Another thing that surprises most people is how expensive business and first
class are, relative to coach. After all, if you're only getting 1.5-2x as much
space, it doesn't seem fair that you'd have to pay 10x prices. The truth is
that many of those seats are filled via upgrades to frequent fliers and more
fairly priced in that view. But someone who asks for an _assured_ first-class
seat (which is where the 5-10x premium is charged) is identifying himself as a
captive buyer. About half of the first-class seats are upgrades (especially to
make room, because airlines often overbook) given that day, and those are
cheap or free, but the other half are a mix of business travelers under time
pressure, invited conference speakers whose flights are booked by a third-
party, and people with disabilities. While people complain about the
"assholes" in first class getting marginally better treatment, a surprising
percentage of the people up there aren't rich at all, but have disabilities
(e.g. back and knee problems) and _can 't_ fly coach, and those people fly
once a year (!!) at most, because they can barely afford it. Perversely, the
disabled guy of modest means is going to see a higher fare for a first-class
seat than a business traveler on a corporate rate.

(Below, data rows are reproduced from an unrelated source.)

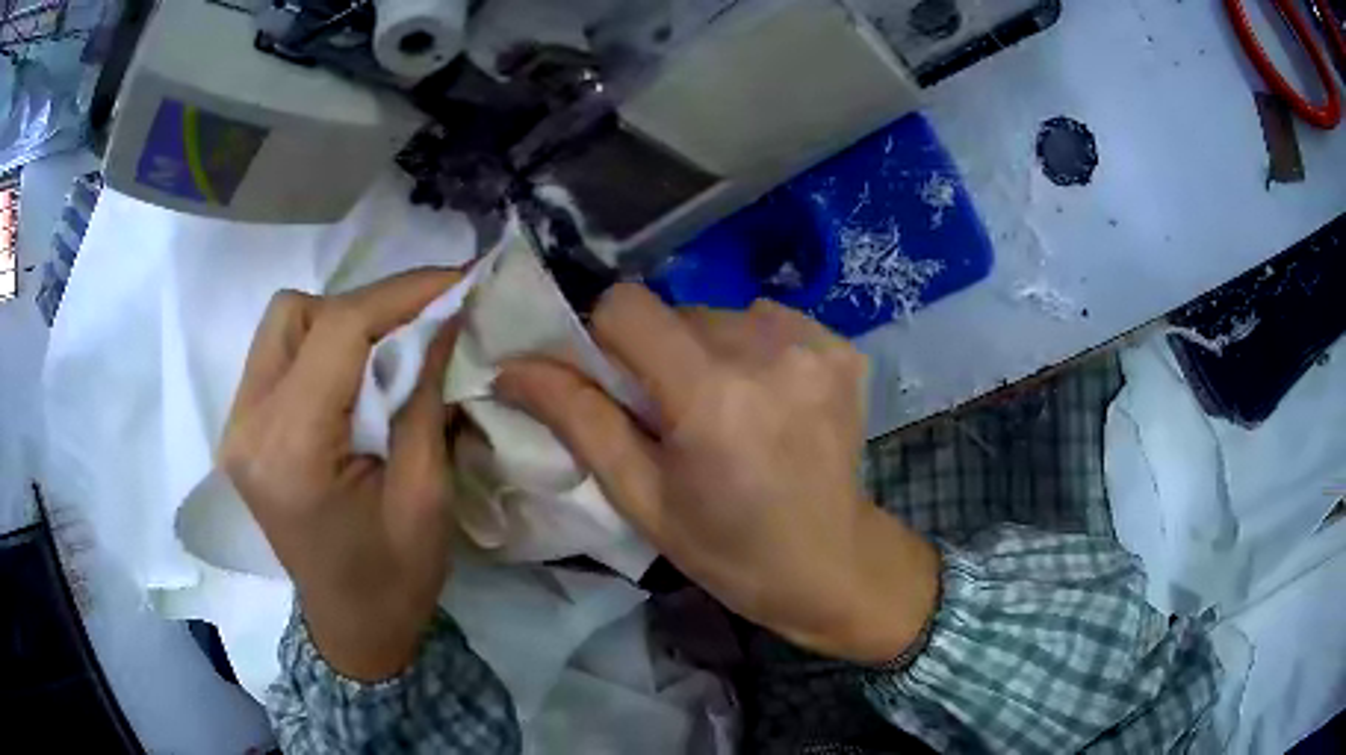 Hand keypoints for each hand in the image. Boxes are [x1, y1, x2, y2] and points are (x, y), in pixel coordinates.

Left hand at [220, 270, 461, 681]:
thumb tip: (442, 318)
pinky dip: (320, 347)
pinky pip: (277, 355)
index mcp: (290, 452)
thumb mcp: (427, 496)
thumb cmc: (395, 579)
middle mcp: (247, 428)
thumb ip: (425, 397)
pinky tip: (353, 375)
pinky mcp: (241, 430)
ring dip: (339, 323)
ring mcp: (236, 428)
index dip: (400, 293)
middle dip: (364, 308)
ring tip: (386, 353)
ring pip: (282, 325)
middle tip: (419, 328)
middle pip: (295, 314)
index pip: (337, 332)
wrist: (353, 628)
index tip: (457, 279)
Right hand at [497, 285, 939, 662]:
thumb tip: (512, 367)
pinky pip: (769, 322)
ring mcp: (814, 344)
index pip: (626, 307)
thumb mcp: (641, 497)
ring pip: (721, 315)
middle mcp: (768, 350)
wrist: (831, 563)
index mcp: (711, 394)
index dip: (605, 339)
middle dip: (659, 355)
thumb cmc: (728, 549)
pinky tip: (769, 402)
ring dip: (708, 352)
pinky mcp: (842, 348)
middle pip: (676, 312)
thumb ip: (577, 419)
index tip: (617, 386)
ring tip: (729, 413)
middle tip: (676, 418)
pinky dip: (755, 351) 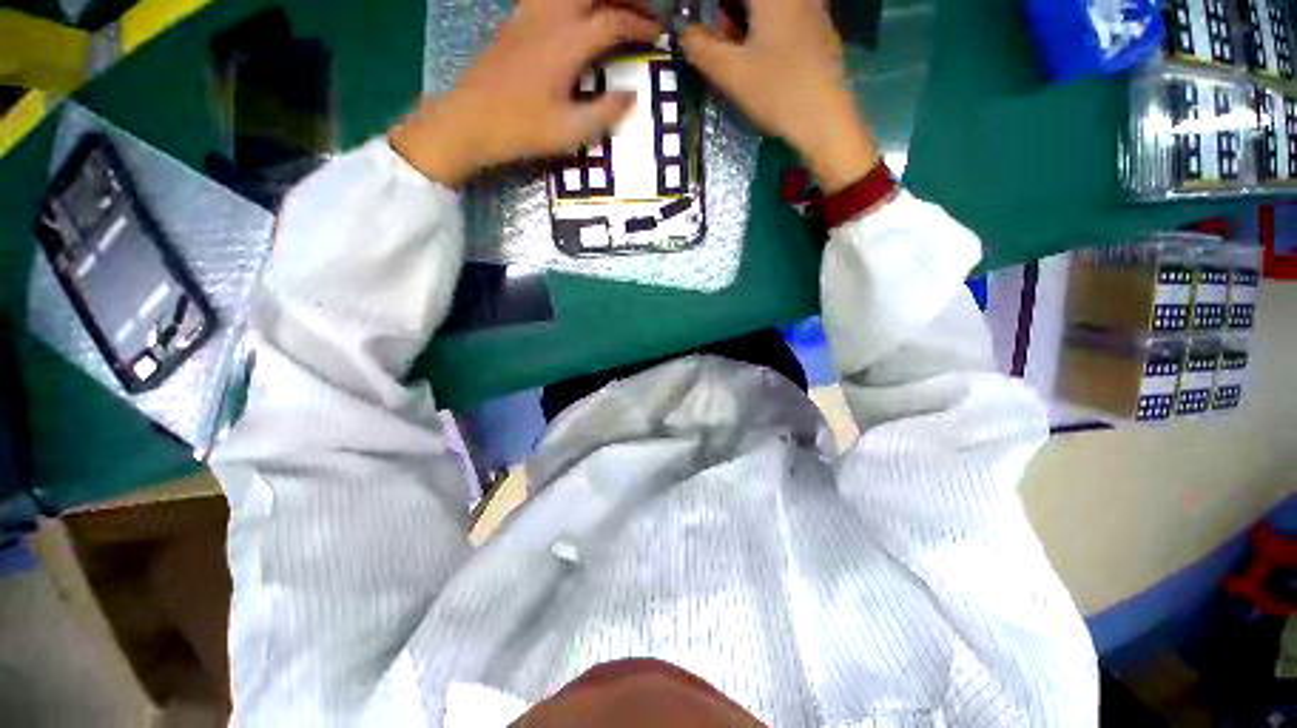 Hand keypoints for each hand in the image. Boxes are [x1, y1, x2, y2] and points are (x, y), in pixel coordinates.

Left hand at [391, 0, 660, 187]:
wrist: (468, 121)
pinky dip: (575, 0)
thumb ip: (606, 112)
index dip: (640, 25)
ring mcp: (529, 13)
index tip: (658, 35)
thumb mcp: (570, 131)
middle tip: (644, 11)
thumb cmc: (521, 129)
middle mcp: (549, 16)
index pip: (613, 20)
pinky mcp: (516, 20)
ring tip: (616, 9)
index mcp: (567, 43)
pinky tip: (580, 13)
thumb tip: (632, 96)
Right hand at [681, 0, 879, 192]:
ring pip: (768, 9)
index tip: (702, 28)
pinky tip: (761, 56)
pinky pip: (785, 15)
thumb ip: (701, 48)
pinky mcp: (819, 30)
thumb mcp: (731, 73)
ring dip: (744, 21)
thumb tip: (684, 32)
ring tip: (734, 48)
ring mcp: (812, 8)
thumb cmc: (778, 92)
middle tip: (715, 38)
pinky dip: (765, 28)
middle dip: (727, 13)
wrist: (825, 120)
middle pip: (750, 1)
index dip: (711, 9) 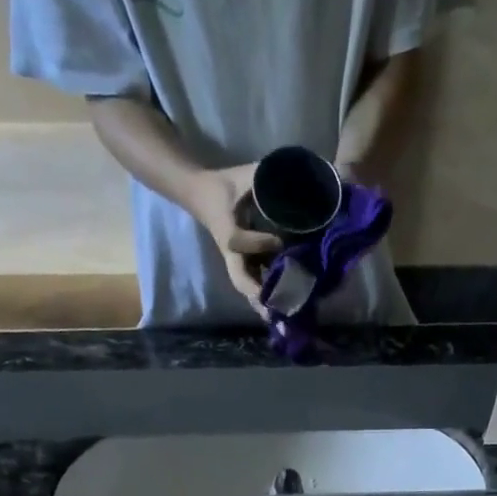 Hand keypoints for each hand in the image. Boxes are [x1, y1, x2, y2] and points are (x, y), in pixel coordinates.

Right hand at [186, 165, 281, 318]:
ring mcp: (235, 260)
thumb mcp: (243, 175)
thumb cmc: (222, 185)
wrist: (199, 194)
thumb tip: (297, 177)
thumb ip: (265, 176)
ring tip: (281, 320)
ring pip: (246, 286)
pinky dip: (265, 297)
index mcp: (226, 229)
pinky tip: (282, 308)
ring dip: (262, 303)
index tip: (280, 240)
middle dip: (257, 295)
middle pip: (240, 279)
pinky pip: (252, 282)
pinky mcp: (241, 263)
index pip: (239, 242)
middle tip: (276, 311)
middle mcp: (230, 252)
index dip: (258, 243) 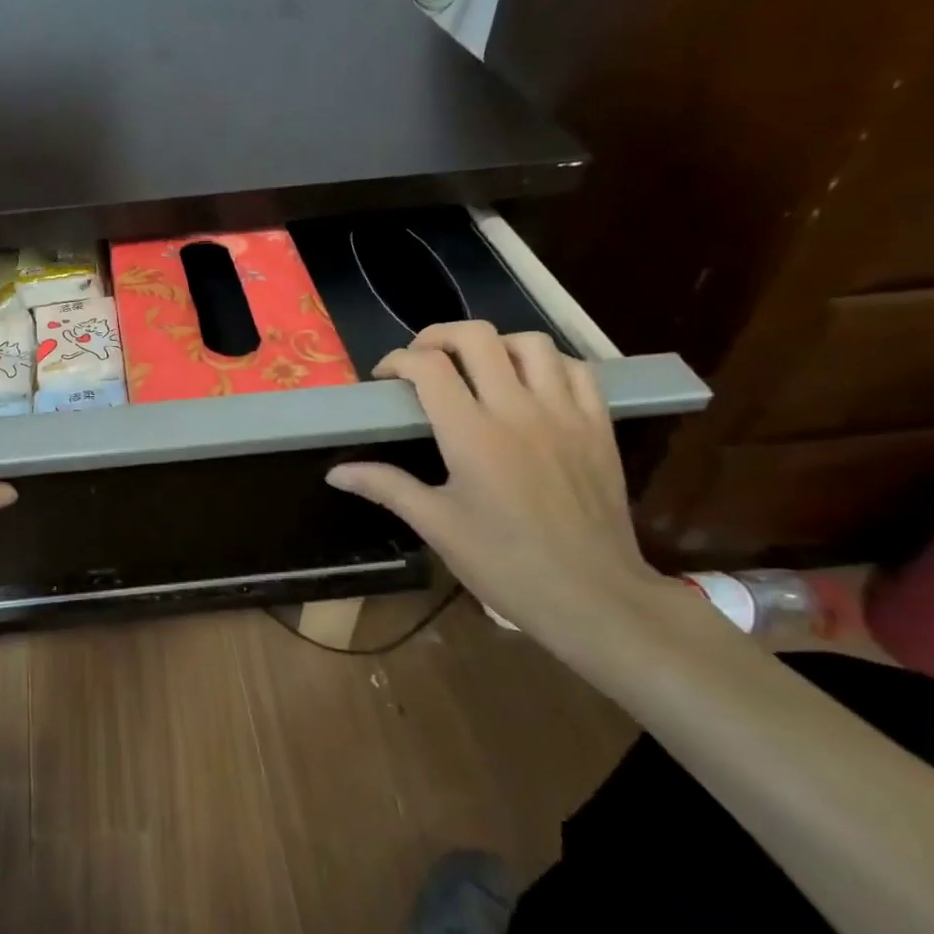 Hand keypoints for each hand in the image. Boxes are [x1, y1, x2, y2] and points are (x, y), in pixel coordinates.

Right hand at [325, 322, 666, 639]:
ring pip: (529, 343)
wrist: (593, 596)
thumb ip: (386, 486)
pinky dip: (547, 362)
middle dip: (438, 337)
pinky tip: (530, 383)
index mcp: (471, 435)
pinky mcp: (598, 424)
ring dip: (494, 344)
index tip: (385, 378)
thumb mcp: (436, 526)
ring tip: (476, 367)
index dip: (398, 360)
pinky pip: (576, 368)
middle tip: (422, 361)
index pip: (428, 367)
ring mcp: (564, 412)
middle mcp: (517, 410)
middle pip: (476, 337)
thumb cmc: (504, 564)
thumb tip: (336, 472)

Oddly enough, air travel is getting to the point where airlines are
intentionally making coach travel worse to make up for a decline of first- and
business-class passengers since 2008. While one might think that the purpose
of the checked bag fees is to make a little extra money (and that's part of
it) there's a much larger gain in filling up the overhead bins (thanks to
those horrid checked-bag fees, overhead bins always fill up early) and then
selling early boarding for $50 per ticket. Waiting spaces at many terminals
have been deliberately neglected for acoustics and outlets, to push people
into buying first-class tickets just to have access to the lounges. Natural
demand for first class seats hasn't recovered since 2007 and, even with the
economy back, it won't, so air travel is now an experience where
unpleasantness is deliberately induced.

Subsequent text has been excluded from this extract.